The microsystem design process has been used by hospitals and other health care organizations, but its use in the hospital pharmacy is new.
"Our focus has been interdisciplinary in all of health care," Godfrey says. "The focus with pharmacy is new, although many pharmacists have been part of clinical microsystems."
There are about a dozen hospitals testing microsystem initiatives, and the goal would be to have a pharmacist cohort develop within the microsystem initiatives, Enright says.
Available microsystem resources include Greenbooks on inpatient care, emergency department, long term care, outpatient primary care, outpatient specialty care, and neonatal intensive care unit care. These are available as a free download in MS Word at the Dartmouth Institute Microsystem Academy website: www.clinicalmicrosystem.org.
The website is free and liberal, designed with the intention of redesigning and improving health care, Godfrey says.
Eventually, there will be resource information about microsystems that is specifically geared toward pharmacists, Enright says.
"Short of having comprehensive funding to do this whole project, we're working on ways to involve a small number of organizations in the initial coaching and to train people to teach microsystems in their teams," Enright says. "We'd like to develop some studies that would allow us to finalize the Greenbook and make this widely available."

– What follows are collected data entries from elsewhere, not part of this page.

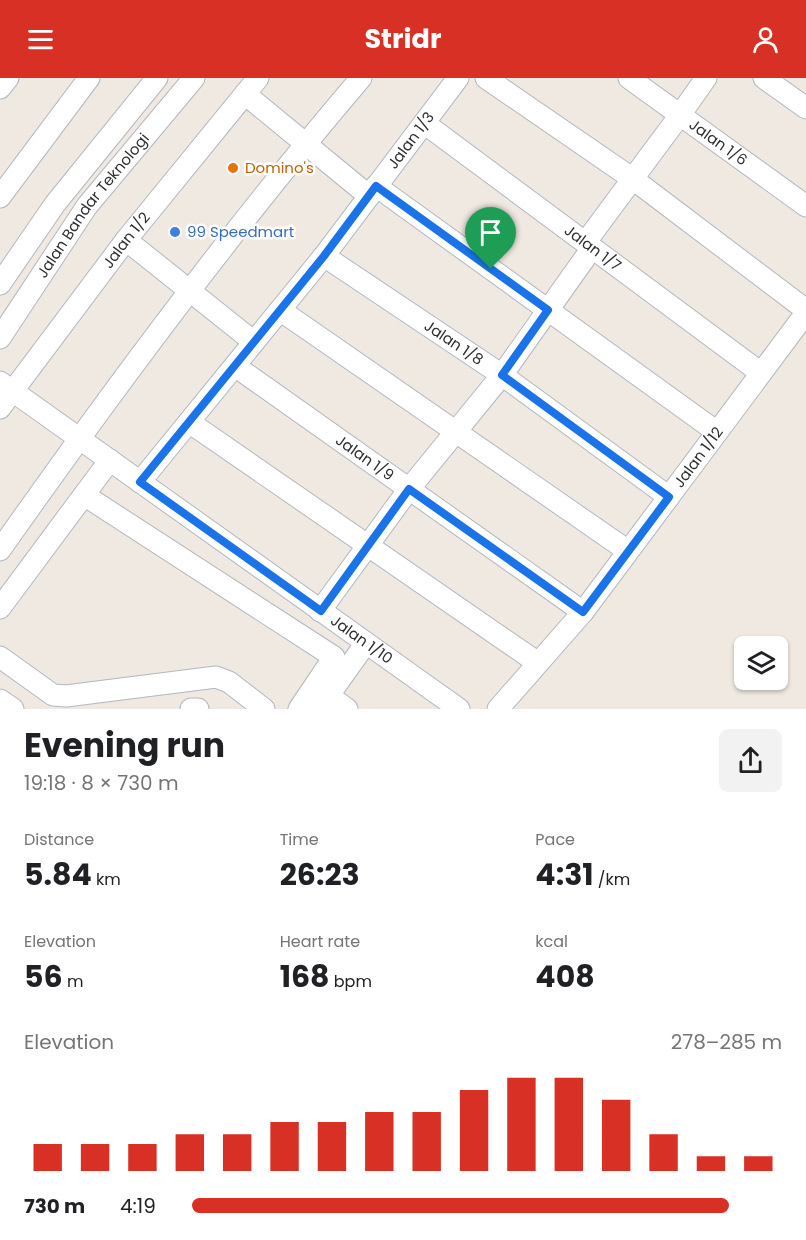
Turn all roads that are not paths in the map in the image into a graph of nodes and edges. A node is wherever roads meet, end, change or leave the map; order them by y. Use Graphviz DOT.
graph roads {
  1 [pos="8,78"];
  2 [pos="157,78"];
  3 [pos="194,78"];
  4 [pos="361,78"];
  5 [pos="458,78"];
  6 [pos="486,78"];
  7 [pos="629,78"];
  8 [pos="706,78"];
  9 [pos="764,78"];
  10 [pos="78,82"];
  11 [pos="252,86"];
  12 [pos="0,88"];
  13 [pos="806,108"];
  14 [pos="680,115"];
  15 [pos="424,123"];
  16 [pos="305,144"];
  17 [pos="633,179"];
  18 [pos="373,191"];
  19 [pos="0,197"];
  20 [pos="806,206"];
  21 [pos="126,240"];
  22 [pos="588,245"];
  23 [pos="324,256"];
  24 [pos="0,284"];
  25 [pos="189,290"];
  26 [pos="280,310"];
  27 [pos="548,310"];
  28 [pos="806,312"];
  29 [pos="0,338"];
  30 [pos="254,342"];
  31 [pos="235,366"];
  32 [pos="761,373"];
  33 [pos="502,375"];
  34 [pos="4,394"];
  35 [pos="189,422"];
  36 [pos="455,430"];
  37 [pos="717,432"];
  38 [pos="79,438"];
  39 [pos="110,460"];
  40 [pos="140,482"];
  41 [pos="409,489"];
  42 [pos="84,495"];
  43 [pos="669,497"];
  44 [pos="367,546"];
  45 [pos="0,550"];
  46 [pos="628,551"];
  47 [pos="0,608"];
  48 [pos="321,611"];
  49 [pos="583,612"];
  50 [pos="358,638"];
  51 [pos="0,657"];
  52 [pos="334,657"];
  53 [pos="538,663"];
  54 [pos="0,700"];
  55 [pos="324,702"];
  56 [pos="13,709"];
  57 [pos="191,709"];
  58 [pos="198,709"];
  59 [pos="264,709"];
  60 [pos="299,709"];
  61 [pos="347,709"];
  62 [pos="459,709"];
  63 [pos="498,709"];
  1 -- 12 [label="street"];
  2 -- 24 [label="street, Jalan Bandar Teknologi"];
  3 -- 29 [label="street, Jalan Bandar Teknologi"];
  4 -- 16 [label="street"];
  5 -- 15 [label="street, Jalan 1/3"];
  6 -- 17 [label="street"];
  7 -- 14 [label="street, Jalan 1/6"];
  8 -- 14 [label="street"];
  9 -- 13 [label="street"];
  10 -- 19 [label="street"];
  11 -- 16 [label="street"];
  11 -- 21 [label="street, Jalan 1/2"];
  14 -- 17 [label="street"];
  14 -- 20 [label="street, Jalan 1/6"];
  15 -- 18 [label="street, Jalan 1/3"];
  15 -- 22 [label="street, Jalan 1/7"];
  16 -- 18 [label="street"];
  16 -- 25 [label="street"];
  17 -- 22 [label="street"];
  17 -- 28 [label="street"];
  18 -- 23 [label="street, Jalan 1/3"];
  18 -- 27 [label="street"];
  21 -- 25 [label="street"];
  21 -- 34 [label="street, Jalan 1/2"];
  22 -- 27 [label="street"];
  22 -- 32 [label="street, Jalan 1/7"];
  23 -- 26 [label="street, Jalan 1/3"];
  23 -- 33 [label="street, Jalan 1/8"];
  25 -- 30 [label="street"];
  25 -- 38 [label="street"];
  26 -- 30 [label="street, Jalan 1/3"];
  26 -- 36 [label="street"];
  27 -- 33 [label="street"];
  27 -- 37 [label="street"];
  28 -- 32 [label="street, Jalan 1/12"];
  30 -- 31 [label="street, Jalan 1/3"];
  31 -- 35 [label="street, Jalan 1/3"];
  31 -- 41 [label="street, Jalan 1/9"];
  32 -- 37 [label="street, Jalan 1/12"];
  33 -- 36 [label="street"];
  33 -- 43 [label="street, Jalan 1/8"];
  34 -- 38 [label="street, Jalan 1/10"];
  35 -- 40 [label="street, Jalan 1/3"];
  35 -- 44 [label="street"];
  36 -- 41 [label="street"];
  36 -- 46 [label="street"];
  37 -- 43 [label="street, Jalan 1/12"];
  38 -- 39 [label="street, Jalan 1/10"];
  38 -- 45 [label="street"];
  39 -- 40 [label="street, Jalan 1/10"];
  39 -- 42 [label="street"];
  40 -- 48 [label="street, Jalan 1/10"];
  41 -- 44 [label="street"];
  41 -- 49 [label="street, Jalan 1/9"];
  42 -- 47 [label="street"];
  42 -- 52 [label="street"];
  43 -- 46 [label="street, Jalan 1/12"];
  44 -- 48 [label="street"];
  44 -- 53 [label="street"];
  46 -- 49 [label="street, Jalan 1/12"];
  48 -- 50 [label="street, Jalan 1/10"];
  49 -- 53 [label="street, Jalan 1/12"];
  50 -- 52 [label="street"];
  50 -- 55 [label="street"];
  50 -- 62 [label="street, Jalan 1/10"];
  51 -- 59 [label="street"];
  52 -- 60 [label="street"];
  53 -- 63 [label="street, Jalan 1/12"];
  54 -- 56 [label="street"];
  55 -- 61 [label="street"];
  57 -- 58 [label="street"];
}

A pharmacy microsystem team would include a pharmacist, pharmacy technician, and any other individuals in the hospital pharmacy.
"Most of our work to date is around clinical microsystems," Godfrey says. "We do have a draft book for pharmacies that leaders could use."

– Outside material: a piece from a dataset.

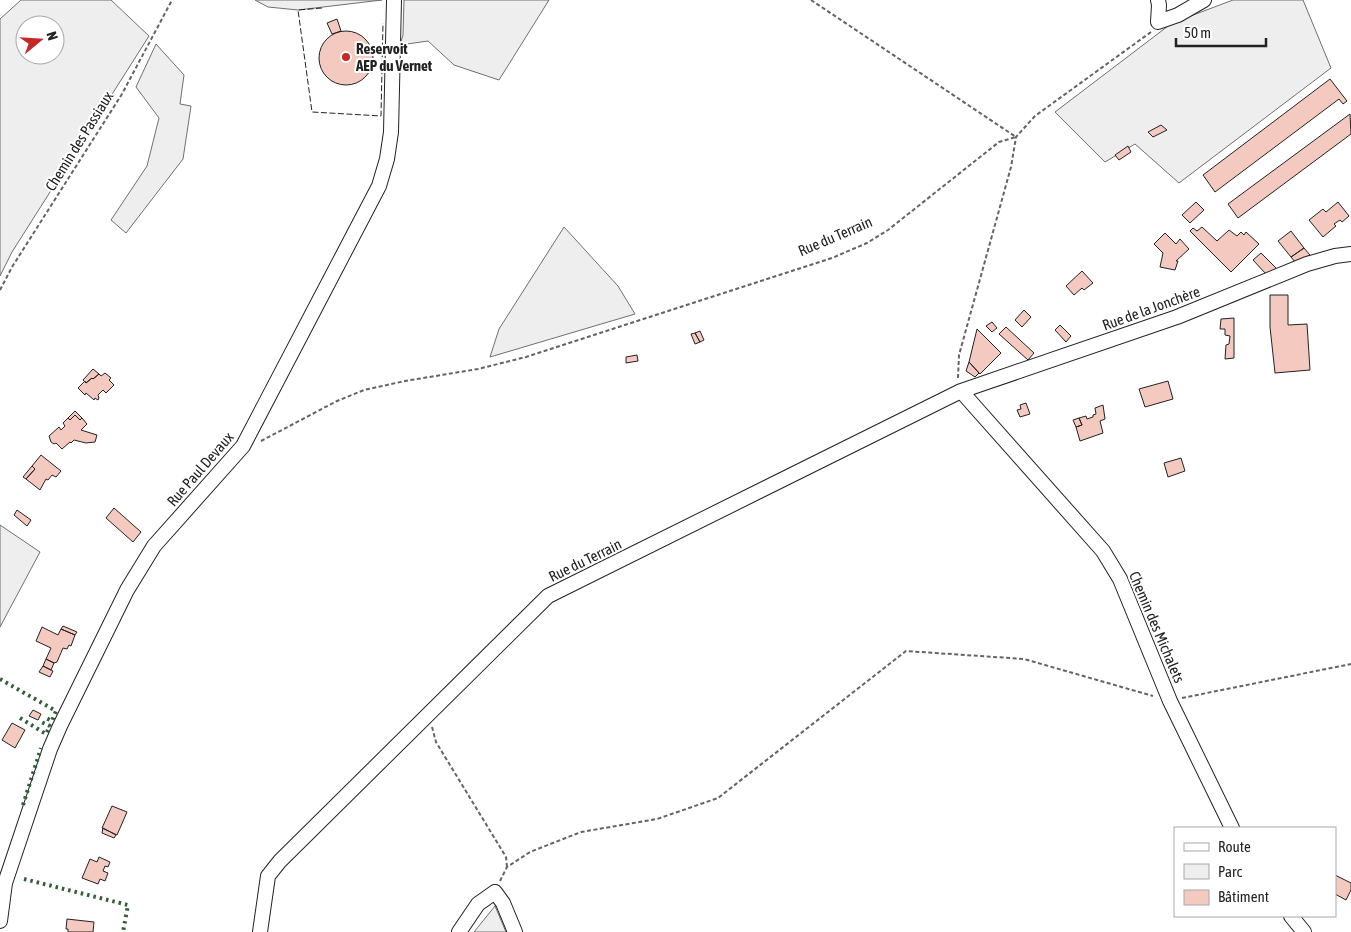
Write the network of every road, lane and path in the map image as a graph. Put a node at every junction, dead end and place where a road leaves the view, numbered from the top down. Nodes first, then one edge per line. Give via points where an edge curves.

Ideally, hospital pharmacists would be able to learn microsystem design and implement it within the context of their health care system also adopting this process. But they can use a microsystem design on their own, if that is their only option, Enright says.
"You can always create demonstration projects that show results that are unique and different and get results that you can show the larger organization," she says. "I believe that using microsystems in a laser-focused area can allow you to achieve very unusual and attentionable results that might even allow you to bring it to the larger organization more quickly."

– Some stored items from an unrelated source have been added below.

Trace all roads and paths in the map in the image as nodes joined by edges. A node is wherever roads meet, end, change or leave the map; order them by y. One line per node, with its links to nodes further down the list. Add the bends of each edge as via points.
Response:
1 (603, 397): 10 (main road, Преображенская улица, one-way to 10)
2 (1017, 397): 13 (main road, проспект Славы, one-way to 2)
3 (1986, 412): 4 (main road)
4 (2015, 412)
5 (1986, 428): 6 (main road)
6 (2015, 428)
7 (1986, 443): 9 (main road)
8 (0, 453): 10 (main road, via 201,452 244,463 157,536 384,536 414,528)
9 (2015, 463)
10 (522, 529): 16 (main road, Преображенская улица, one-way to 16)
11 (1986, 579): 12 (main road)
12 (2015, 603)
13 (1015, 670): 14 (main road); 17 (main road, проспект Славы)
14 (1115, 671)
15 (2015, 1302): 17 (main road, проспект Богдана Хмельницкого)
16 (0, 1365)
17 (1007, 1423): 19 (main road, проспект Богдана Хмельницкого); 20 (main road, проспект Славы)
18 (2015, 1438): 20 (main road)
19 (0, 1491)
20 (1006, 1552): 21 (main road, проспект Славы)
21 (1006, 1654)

One initial project could involve a medication safety issue, Enright suggests.
For instance, a hospital pharmacy could focus on one of the National Quality Forum safe practices, such as the safe practice 17 of medication reconciliation. The microsystem process could help the organization develop and reconcile patients' medication lists throughout the health care continuum.
The microsystem design uses five "P's" as an outline of steps to take. These are as follows:
"This process fosters a different kind of dialogue that is deeper, richer, more detailed, and which allows people to think at a much less superficial level," Enright says.
The process essentially begins with assessing data to find an area that needs improvement. It's followed by developing a theme, which could be to improve efficiency. Then there's a global aim, followed by a specific aim, which would be one goal with a stated desired outcome. The next step involves brainstorming with staff, followed by taking measurements, and moving to the PDSA (plan, do, study, act) process for quality improvement initiatives.
Pharmacists who are interested in learning how to implement microsystem design should attend educational meetings on the process and then serve as a coach to others in their departments, Godfrey suggests.
Dartmouth holds spring and fall coaching series, but the commitment extends further and requires considerable time and effort, she adds.
It's a continuous journey, and microsystem leaders are never done because one process of improvement leads to another one, Godfrey says.
"You might have five different improvement initiatives running at one time," she explains. "Then you have to learn the methodology, be reflective, create a data wall where data is reported regularly, report errors, cycle times, and change the whole work environment."